THE TASK:
Print out all the records, word for word.

BEGIN EXERCISE INPUT

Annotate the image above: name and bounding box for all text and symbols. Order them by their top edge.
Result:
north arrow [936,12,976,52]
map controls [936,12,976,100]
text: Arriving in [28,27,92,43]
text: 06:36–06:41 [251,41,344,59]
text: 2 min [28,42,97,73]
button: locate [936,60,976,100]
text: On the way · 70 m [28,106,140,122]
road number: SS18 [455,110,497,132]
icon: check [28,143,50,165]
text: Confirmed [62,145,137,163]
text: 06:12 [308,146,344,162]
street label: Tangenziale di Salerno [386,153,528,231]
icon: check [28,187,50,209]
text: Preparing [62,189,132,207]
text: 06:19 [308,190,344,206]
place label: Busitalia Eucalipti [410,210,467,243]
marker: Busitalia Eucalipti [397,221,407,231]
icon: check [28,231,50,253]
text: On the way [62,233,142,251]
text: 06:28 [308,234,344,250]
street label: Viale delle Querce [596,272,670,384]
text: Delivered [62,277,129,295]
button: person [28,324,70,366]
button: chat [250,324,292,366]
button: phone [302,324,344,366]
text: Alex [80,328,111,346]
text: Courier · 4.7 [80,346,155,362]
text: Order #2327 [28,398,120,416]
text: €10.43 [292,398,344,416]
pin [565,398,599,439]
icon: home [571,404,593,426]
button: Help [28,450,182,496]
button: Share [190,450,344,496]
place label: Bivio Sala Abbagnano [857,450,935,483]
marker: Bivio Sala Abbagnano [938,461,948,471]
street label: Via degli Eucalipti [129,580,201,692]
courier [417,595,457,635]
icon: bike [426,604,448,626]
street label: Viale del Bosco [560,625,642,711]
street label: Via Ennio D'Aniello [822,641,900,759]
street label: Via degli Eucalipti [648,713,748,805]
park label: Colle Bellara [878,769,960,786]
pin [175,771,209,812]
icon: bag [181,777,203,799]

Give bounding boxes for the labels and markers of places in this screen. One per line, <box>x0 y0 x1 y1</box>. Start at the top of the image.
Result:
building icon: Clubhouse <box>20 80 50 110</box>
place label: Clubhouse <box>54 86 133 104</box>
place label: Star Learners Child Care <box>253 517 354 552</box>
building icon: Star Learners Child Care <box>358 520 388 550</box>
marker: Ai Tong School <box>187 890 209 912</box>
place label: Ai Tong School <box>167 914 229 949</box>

END EXERCISE INPUT

ANSWER SPACE:
Annotate the image above: name and bounding box for all text and symbols. Order them by their top edge.
Result:
north arrow [936,12,976,52]
map controls [936,12,976,100]
text: Arriving in [28,27,92,43]
text: 06:36–06:41 [251,41,344,59]
text: 2 min [28,42,97,73]
button: locate [936,60,976,100]
text: On the way · 70 m [28,106,140,122]
road number: SS18 [455,110,497,132]
icon: check [28,143,50,165]
text: Confirmed [62,145,137,163]
text: 06:12 [308,146,344,162]
street label: Tangenziale di Salerno [386,153,528,231]
icon: check [28,187,50,209]
text: Preparing [62,189,132,207]
text: 06:19 [308,190,344,206]
place label: Busitalia Eucalipti [410,210,467,243]
marker: Busitalia Eucalipti [397,221,407,231]
icon: check [28,231,50,253]
text: On the way [62,233,142,251]
text: 06:28 [308,234,344,250]
street label: Viale delle Querce [596,272,670,384]
text: Delivered [62,277,129,295]
button: person [28,324,70,366]
button: chat [250,324,292,366]
button: phone [302,324,344,366]
text: Alex [80,328,111,346]
text: Courier · 4.7 [80,346,155,362]
text: Order #2327 [28,398,120,416]
text: €10.43 [292,398,344,416]
pin [565,398,599,439]
icon: home [571,404,593,426]
button: Help [28,450,182,496]
button: Share [190,450,344,496]
place label: Bivio Sala Abbagnano [857,450,935,483]
marker: Bivio Sala Abbagnano [938,461,948,471]
street label: Via degli Eucalipti [129,580,201,692]
courier [417,595,457,635]
icon: bike [426,604,448,626]
street label: Viale del Bosco [560,625,642,711]
street label: Via Ennio D'Aniello [822,641,900,759]
street label: Via degli Eucalipti [648,713,748,805]
park label: Colle Bellara [878,769,960,786]
pin [175,771,209,812]
icon: bag [181,777,203,799]

Give bounding boxes for the labels and markers of places in this screen. One per line, <box>x0 y0 x1 y1</box>. Start at the top of the image.
Result:
building icon: Clubhouse <box>20 80 50 110</box>
place label: Clubhouse <box>54 86 133 104</box>
place label: Star Learners Child Care <box>253 517 354 552</box>
building icon: Star Learners Child Care <box>358 520 388 550</box>
marker: Ai Tong School <box>187 890 209 912</box>
place label: Ai Tong School <box>167 914 229 949</box>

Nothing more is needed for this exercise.